** Work order **
For the data that follows, report how many lines include the string "Flandres", and write the number alone.

____ Information given

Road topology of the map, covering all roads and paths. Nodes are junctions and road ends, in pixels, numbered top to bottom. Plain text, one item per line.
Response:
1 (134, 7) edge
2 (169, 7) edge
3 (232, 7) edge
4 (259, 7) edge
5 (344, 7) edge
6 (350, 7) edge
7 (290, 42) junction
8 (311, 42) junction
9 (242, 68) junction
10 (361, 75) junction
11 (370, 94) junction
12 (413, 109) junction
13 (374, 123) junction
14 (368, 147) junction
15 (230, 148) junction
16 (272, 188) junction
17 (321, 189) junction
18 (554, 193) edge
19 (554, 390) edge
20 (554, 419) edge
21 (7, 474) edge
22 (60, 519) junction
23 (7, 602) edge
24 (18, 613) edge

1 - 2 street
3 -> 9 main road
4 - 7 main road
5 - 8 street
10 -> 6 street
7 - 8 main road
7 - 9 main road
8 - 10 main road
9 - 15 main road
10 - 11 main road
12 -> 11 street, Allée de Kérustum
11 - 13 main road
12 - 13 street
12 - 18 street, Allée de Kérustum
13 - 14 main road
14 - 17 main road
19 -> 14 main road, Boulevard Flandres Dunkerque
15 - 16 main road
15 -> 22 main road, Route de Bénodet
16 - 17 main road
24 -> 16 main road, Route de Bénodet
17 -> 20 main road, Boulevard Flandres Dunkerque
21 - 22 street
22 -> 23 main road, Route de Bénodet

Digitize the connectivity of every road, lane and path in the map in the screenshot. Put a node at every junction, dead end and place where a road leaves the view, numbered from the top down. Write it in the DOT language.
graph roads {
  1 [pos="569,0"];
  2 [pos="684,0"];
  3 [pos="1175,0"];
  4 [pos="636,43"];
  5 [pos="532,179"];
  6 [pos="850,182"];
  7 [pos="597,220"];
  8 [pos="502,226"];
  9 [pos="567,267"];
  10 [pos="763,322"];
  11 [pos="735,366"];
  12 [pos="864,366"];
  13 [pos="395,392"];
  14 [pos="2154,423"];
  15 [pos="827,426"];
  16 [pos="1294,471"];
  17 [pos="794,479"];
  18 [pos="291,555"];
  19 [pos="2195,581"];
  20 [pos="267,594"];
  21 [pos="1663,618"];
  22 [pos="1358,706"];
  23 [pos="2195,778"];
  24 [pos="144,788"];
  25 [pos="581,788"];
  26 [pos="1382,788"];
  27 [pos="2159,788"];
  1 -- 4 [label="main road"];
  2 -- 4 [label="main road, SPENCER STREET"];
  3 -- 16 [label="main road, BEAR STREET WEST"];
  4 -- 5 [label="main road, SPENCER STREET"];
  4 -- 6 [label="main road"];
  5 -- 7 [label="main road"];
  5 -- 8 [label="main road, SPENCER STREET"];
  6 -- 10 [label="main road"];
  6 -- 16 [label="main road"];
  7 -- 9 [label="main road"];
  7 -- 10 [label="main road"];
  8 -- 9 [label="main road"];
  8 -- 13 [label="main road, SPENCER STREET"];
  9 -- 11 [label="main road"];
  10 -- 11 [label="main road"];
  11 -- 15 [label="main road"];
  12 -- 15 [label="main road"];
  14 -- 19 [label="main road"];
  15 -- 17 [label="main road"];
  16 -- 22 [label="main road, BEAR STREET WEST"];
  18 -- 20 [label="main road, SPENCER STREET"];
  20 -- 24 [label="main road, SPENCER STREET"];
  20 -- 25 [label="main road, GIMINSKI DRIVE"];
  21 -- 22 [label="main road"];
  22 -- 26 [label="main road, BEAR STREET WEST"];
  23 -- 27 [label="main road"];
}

________

** Result of this exercise **
2